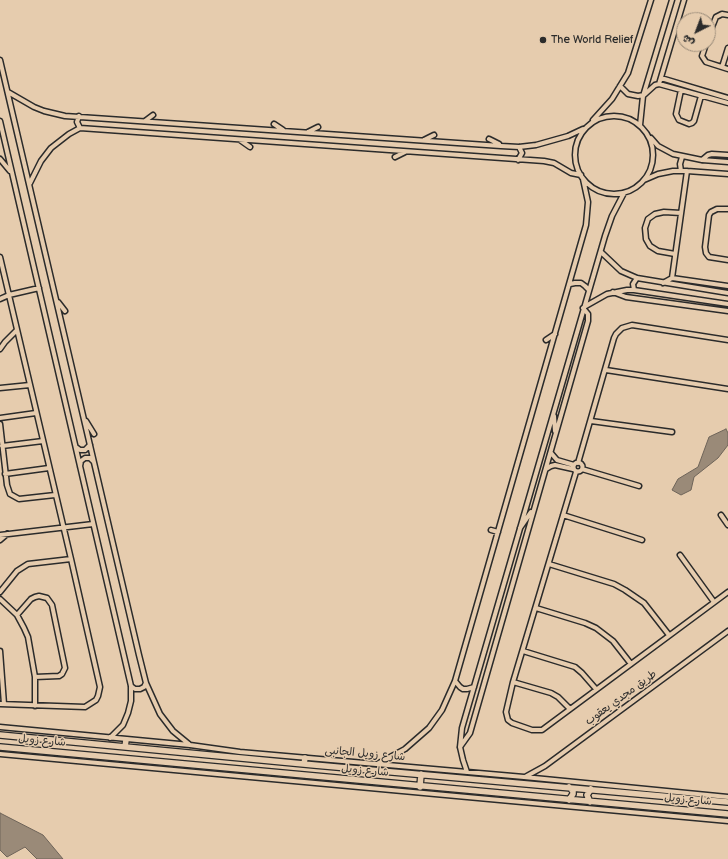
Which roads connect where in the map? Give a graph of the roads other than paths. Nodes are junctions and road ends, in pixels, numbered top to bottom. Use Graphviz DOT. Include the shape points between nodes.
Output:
graph roads {
  1 [pos="651,0"];
  2 [pos="672,0"];
  3 [pos="684,0"];
  4 [pos="728,15"];
  5 [pos="716,17"];
  6 [pos="728,48"];
  7 [pos="703,52"];
  8 [pos="0,60"];
  9 [pos="722,67"];
  10 [pos="728,69"];
  11 [pos="661,78"];
  12 [pos="659,84"];
  13 [pos="620,86"];
  14 [pos="681,90"];
  15 [pos="8,92"];
  16 [pos="644,95"];
  17 [pos="701,96"];
  18 [pos="728,98"];
  19 [pos="728,104"];
  20 [pos="153,115"];
  21 [pos="79,116"];
  22 [pos="0,121"];
  23 [pos="145,121"];
  24 [pos="592,122"];
  25 [pos="274,124"];
  26 [pos="640,125"];
  27 [pos="318,127"];
  28 [pos="80,128"];
  29 [pos="284,130"];
  30 [pos="583,130"];
  31 [pos="307,132"];
  32 [pos="647,134"];
  33 [pos="434,135"];
  34 [pos="489,139"];
  35 [pos="240,140"];
  36 [pos="423,140"];
  37 [pos="501,146"];
  38 [pos="250,147"];
  39 [pos="519,147"];
  40 [pos="406,152"];
  41 [pos="728,154"];
  42 [pos="395,157"];
  43 [pos="682,157"];
  44 [pos="0,159"];
  45 [pos="518,160"];
  46 [pos="702,160"];
  47 [pos="728,162"];
  48 [pos="681,171"];
  49 [pos="687,171"];
  50 [pos="727,174"];
  51 [pos="12,176"];
  52 [pos="582,177"];
  53 [pos="728,179"];
  54 [pos="644,180"];
  55 [pos="30,184"];
  56 [pos="624,193"];
  57 [pos="728,209"];
  58 [pos="681,213"];
  59 [pos="601,252"];
  60 [pos="676,254"];
  61 [pos="0,257"];
  62 [pos="728,260"];
  63 [pos="637,278"];
  64 [pos="672,278"];
  65 [pos="663,283"];
  66 [pos="570,284"];
  67 [pos="728,286"];
  68 [pos="39,288"];
  69 [pos="589,290"];
  70 [pos="634,290"];
  71 [pos="613,292"];
  72 [pos="728,293"];
  73 [pos="9,295"];
  74 [pos="0,299"];
  75 [pos="57,301"];
  76 [pos="728,304"];
  77 [pos="584,307"];
  78 [pos="65,311"];
  79 [pos="728,311"];
  80 [pos="17,330"];
  81 [pos="556,334"];
  82 [pos="546,340"];
  83 [pos="728,340"];
  84 [pos="0,349"];
  85 [pos="606,370"];
  86 [pos="30,385"];
  87 [pos="0,388"];
  88 [pos="728,389"];
  89 [pos="36,412"];
  90 [pos="553,414"];
  91 [pos="83,416"];
  92 [pos="0,418"];
  93 [pos="591,421"];
  94 [pos="0,424"];
  95 [pos="0,430"];
  96 [pos="672,432"];
  97 [pos="94,434"];
  98 [pos="554,440"];
  99 [pos="43,441"];
  100 [pos="90,444"];
  101 [pos="2,446"];
  102 [pos="76,447"];
  103 [pos="550,452"];
  104 [pos="94,462"];
  105 [pos="578,463"];
  106 [pos="80,466"];
  107 [pos="49,468"];
  108 [pos="574,469"];
  109 [pos="582,469"];
  110 [pos="545,471"];
  111 [pos="5,474"];
  112 [pos="639,486"];
  113 [pos="56,495"];
  114 [pos="535,507"];
  115 [pos="564,515"];
  116 [pos="721,515"];
  117 [pos="93,524"];
  118 [pos="728,525"];
  119 [pos="63,527"];
  120 [pos="491,530"];
  121 [pos="519,530"];
  122 [pos="498,532"];
  123 [pos="8,534"];
  124 [pos="0,535"];
  125 [pos="111,536"];
  126 [pos="117,536"];
  127 [pos="0,540"];
  128 [pos="642,540"];
  129 [pos="680,555"];
  130 [pos="71,559"];
  131 [pos="549,564"];
  132 [pos="0,592"];
  133 [pos="728,592"];
  134 [pos="0,599"];
  135 [pos="714,602"];
  136 [pos="536,608"];
  137 [pos="17,615"];
  138 [pos="728,631"];
  139 [pos="669,635"];
  140 [pos="0,651"];
  141 [pos="523,651"];
  142 [pos="631,664"];
  143 [pos="1,674"];
  144 [pos="34,677"];
  145 [pos="455,681"];
  146 [pos="513,682"];
  147 [pos="146,683"];
  148 [pos="131,686"];
  149 [pos="474,687"];
  150 [pos="596,690"];
  151 [pos="2,704"];
  152 [pos="36,706"];
  153 [pos="570,709"];
  154 [pos="0,727"];
  155 [pos="0,735"];
  156 [pos="110,738"];
  157 [pos="126,740"];
  158 [pos="190,745"];
  159 [pos="0,747"];
  160 [pos="125,747"];
  161 [pos="460,747"];
  162 [pos="0,754"];
  163 [pos="304,758"];
  164 [pos="363,762"];
  165 [pos="304,764"];
  166 [pos="376,764"];
  167 [pos="314,765"];
  168 [pos="337,767"];
  169 [pos="362,769"];
  170 [pos="468,772"];
  171 [pos="421,774"];
  172 [pos="315,777"];
  173 [pos="524,777"];
  174 [pos="492,778"];
  175 [pos="336,779"];
  176 [pos="420,786"];
  177 [pos="569,787"];
  178 [pos="591,789"];
  179 [pos="728,792"];
  180 [pos="683,795"];
  181 [pos="722,797"];
  182 [pos="728,797"];
  183 [pos="569,800"];
  184 [pos="590,802"];
  185 [pos="728,802"];
  186 [pos="680,810"];
  187 [pos="728,814"];
  188 [pos="680,817"];
  189 [pos="728,821"];
  1 -- 13 [label="street" via="628,73"];
  2 -- 16 [label="street"];
  3 -- 11 [label="street"];
  4 -- 5 [label="street"];
  6 -- 9 [label="street"];
  7 -- 9 [label="street" via="703,59"];
  8 -- 15 [label="street"];
  9 -- 10 [label="street"];
  11 -- 12 [label="street"];
  11 -- 18 [label="street"];
  12 -- 14 [label="street"];
  12 -- 16 [label="street" via="652,86"];
  13 -- 16 [label="street" via="633,96"];
  13 -- 24 [label="street"];
  14 -- 17 [label="street"];
  14 -- 17 [label="street" via="676,114 679,120 689,124 694,121"];
  15 -- 21 [label="street" via="44,111"];
  15 -- 55 [label="street"];
  16 -- 26 [label="street"];
  17 -- 19 [label="street"];
  20 -- 23 [label="street"];
  21 -- 23 [label="street"];
  21 -- 28 [label="street" via="77,122"];
  22 -- 51 [label="street"];
  23 -- 29 [label="street"];
  24 -- 26 [label="street" via="604,116 616,115 629,118"];
  24 -- 30 [label="street"];
  25 -- 29 [label="street"];
  26 -- 32 [label="street"];
  27 -- 31 [label="street"];
  28 -- 35 [label="street"];
  28 -- 55 [label="street" via="51,148 41,161"];
  29 -- 31 [label="street"];
  30 -- 39 [label="street" via="545,143"];
  30 -- 52 [label="street" via="575,150 575,160"];
  31 -- 36 [label="street"];
  32 -- 43 [label="street" via="665,151"];
  32 -- 54 [label="street" via="651,141 653,157 652,166"];
  33 -- 36 [label="street"];
  34 -- 37 [label="street"];
  35 -- 38 [label="street"];
  35 -- 40 [label="street"];
  36 -- 37 [label="street"];
  37 -- 39 [label="street"];
  39 -- 45 [label="street" via="522,153"];
  40 -- 42 [label="street"];
  40 -- 45 [label="street"];
  41 -- 46 [label="street" via="712,154"];
  43 -- 46 [label="street"];
  43 -- 48 [label="street"];
  44 -- 51 [label="street"];
  45 -- 52 [label="street" via="554,163"];
  46 -- 47 [label="street"];
  48 -- 49 [label="street"];
  48 -- 54 [label="street" via="658,174"];
  49 -- 50 [label="street"];
  49 -- 58 [label="street"];
  50 -- 53 [label="street"];
  51 -- 68 [label="street"];
  52 -- 56 [label="street" via="591,187 601,192"];
  52 -- 66 [label="street" via="588,214"];
  54 -- 56 [label="street"];
  55 -- 75 [label="street"];
  56 -- 59 [label="street" via="610,221"];
  57 -- 62 [label="street" via="717,209 709,215 705,247 709,257"];
  58 -- 60 [label="street"];
  58 -- 60 [label="street" via="655,214 648,219 645,228 650,246 658,251"];
  59 -- 63 [label="street" via="621,271"];
  59 -- 69 [label="street"];
  60 -- 64 [label="street"];
  61 -- 73 [label="street"];
  63 -- 65 [label="street"];
  63 -- 70 [label="street" via="633,284"];
  64 -- 65 [label="street"];
  64 -- 67 [label="street"];
  65 -- 72 [label="street"];
  66 -- 69 [label="street" via="581,283"];
  66 -- 81 [label="street"];
  68 -- 73 [label="street"];
  68 -- 102 [label="street"];
  69 -- 77 [label="street"];
  70 -- 71 [label="street"];
  70 -- 76 [label="street"];
  71 -- 77 [label="street"];
  71 -- 79 [label="street" via="626,297"];
  73 -- 74 [label="street"];
  73 -- 80 [label="street"];
  75 -- 78 [label="street"];
  75 -- 91 [label="street"];
  77 -- 90 [label="street"];
  77 -- 98 [label="street" via="588,321"];
  80 -- 84 [label="street"];
  80 -- 86 [label="street"];
  81 -- 82 [label="street"];
  81 -- 122 [label="street"];
  83 -- 85 [label="street" via="626,326 616,334"];
  85 -- 88 [label="street"];
  85 -- 93 [label="street"];
  86 -- 87 [label="street"];
  86 -- 89 [label="street"];
  89 -- 92 [label="street"];
  89 -- 99 [label="street"];
  90 -- 98 [label="street"];
  90 -- 121 [label="street"];
  91 -- 97 [label="street"];
  91 -- 100 [label="street"];
  93 -- 96 [label="street"];
  93 -- 105 [label="street"];
  94 -- 95 [label="street"];
  95 -- 101 [label="street"];
  98 -- 103 [label="street"];
  99 -- 101 [label="street"];
  99 -- 107 [label="street"];
  100 -- 102 [label="street" via="85,450"];
  100 -- 104 [label="street"];
  101 -- 111 [label="street"];
  102 -- 106 [label="street"];
  103 -- 108 [label="street" via="554,458"];
  103 -- 110 [label="street"];
  104 -- 106 [label="street" via="90,458 85,458"];
  104 -- 125 [label="street"];
  105 -- 108 [label="street"];
  105 -- 109 [label="street"];
  106 -- 117 [label="street"];
  107 -- 111 [label="street"];
  107 -- 113 [label="street"];
  108 -- 109 [label="street" via="579,472"];
  108 -- 110 [label="street" via="555,465"];
  108 -- 115 [label="street"];
  109 -- 112 [label="street"];
  110 -- 114 [label="street"];
  111 -- 113 [label="street" via="7,490 14,498"];
  113 -- 119 [label="street"];
  114 -- 121 [label="street"];
  114 -- 161 [label="street" via="470,733"];
  115 -- 128 [label="street"];
  115 -- 131 [label="street"];
  116 -- 118 [label="street"];
  117 -- 119 [label="street"];
  117 -- 148 [label="street"];
  119 -- 123 [label="street"];
  119 -- 130 [label="street"];
  120 -- 122 [label="street"];
  121 -- 149 [label="street"];
  122 -- 145 [label="street"];
  123 -- 124 [label="street"];
  123 -- 127 [label="street"];
  125 -- 126 [label="street"];
  125 -- 147 [label="street"];
  129 -- 135 [label="street"];
  130 -- 132 [label="street" via="28,564 17,571"];
  130 -- 152 [label="street" via="100,688 96,700 85,707"];
  131 -- 136 [label="street"];
  131 -- 139 [label="street" via="614,584 625,590 644,604"];
  133 -- 135 [label="street"];
  134 -- 137 [label="street"];
  135 -- 139 [label="street"];
  136 -- 141 [label="street"];
  136 -- 142 [label="street" via="596,628 613,641"];
  137 -- 144 [label="street" via="28,637"];
  137 -- 144 [label="street" via="35,597 47,598 52,605 65,668 62,674 56,677"];
  138 -- 173 [label="street, طريق مجدي يعقوب" via="545,766"];
  139 -- 142 [label="street"];
  140 -- 143 [label="street"];
  141 -- 146 [label="street"];
  141 -- 150 [label="street" via="575,667"];
  142 -- 150 [label="street"];
  143 -- 151 [label="street"];
  144 -- 152 [label="street"];
  145 -- 149 [label="street" via="463,689"];
  145 -- 166 [label="street" via="442,710 422,736 395,755"];
  146 -- 153 [label="street" via="551,693"];
  146 -- 153 [label="street" via="506,712 508,720 512,723 532,730 542,730"];
  147 -- 148 [label="street" via="140,689"];
  147 -- 158 [label="street" via="166,723"];
  148 -- 156 [label="street" via="128,713 123,725"];
  149 -- 161 [label="street" via="462,728"];
  150 -- 153 [label="street"];
  151 -- 152 [label="street"];
  154 -- 156 [label="street, شارع زويل الجانبى"];
  155 -- 160 [label="main road, شارع زويل"];
  156 -- 157 [label="street, شارع زويل الجانبى"];
  157 -- 158 [label="street, شارع زويل الجانبى"];
  157 -- 160 [label="main road"];
  158 -- 163 [label="street, شارع زويل الجانبى"];
  159 -- 172 [label="main road, شارع زويل"];
  160 -- 165 [label="main road, شارع زويل"];
  161 -- 170 [label="street" via="462,760"];
  162 -- 188 [label="street"];
  163 -- 164 [label="street, شارع زويل الجانبى"];
  163 -- 165 [label="main road"];
  164 -- 166 [label="street, شارع زويل الجانبى"];
  164 -- 169 [label="main road"];
  165 -- 167 [label="main road, شارع زويل"];
  166 -- 170 [label="street, شارع زويل الجانبى"];
  167 -- 168 [label="main road, شارع زويل"];
  167 -- 172 [label="main road" via="318,771"];
  168 -- 169 [label="main road, شارع زويل"];
  168 -- 175 [label="main road" via="332,772"];
  169 -- 171 [label="main road, شارع زويل"];
  170 -- 174 [label="street, شارع زويل الجانبى"];
  171 -- 174 [label="main road, شارع زويل"];
  171 -- 176 [label="main road"];
  172 -- 175 [label="main road, شارع زويل"];
  173 -- 174 [label="street, شارع زويل الجانبى"];
  173 -- 180 [label="street, شارع زويل الجانبى"];
  174 -- 177 [label="main road, شارع زويل"];
  175 -- 176 [label="main road, شارع زويل"];
  176 -- 183 [label="main road, شارع زويل"];
  177 -- 178 [label="main road, شارع زويل"];
  177 -- 183 [label="main road" via="573,793"];
  178 -- 180 [label="main road, شارع زويل"];
  178 -- 184 [label="main road" via="587,795"];
  179 -- 181 [label="street"];
  180 -- 181 [label="street, شارع زويل الجانبى"];
  180 -- 185 [label="main road, شارع زويل"];
  181 -- 182 [label="street, شارع زويل الجانبى"];
  183 -- 184 [label="main road, شارع زويل"];
  184 -- 186 [label="main road, شارع زويل"];
  186 -- 187 [label="main road, شارع زويل"];
  186 -- 188 [label="main road"];
  188 -- 189 [label="street"];
}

******************************

## [THE TASK]
Extract, from the listing above, every line where the string "graph" occurs.

## [RESULT OF THIS EXERCISE]
Which roads connect where in the map? Give a graph of the roads other than paths. Nodes are junctions and road ends, in pixels, numbered top to bottom. Use Graphviz DOT. Include the shape points between nodes.
graph roads {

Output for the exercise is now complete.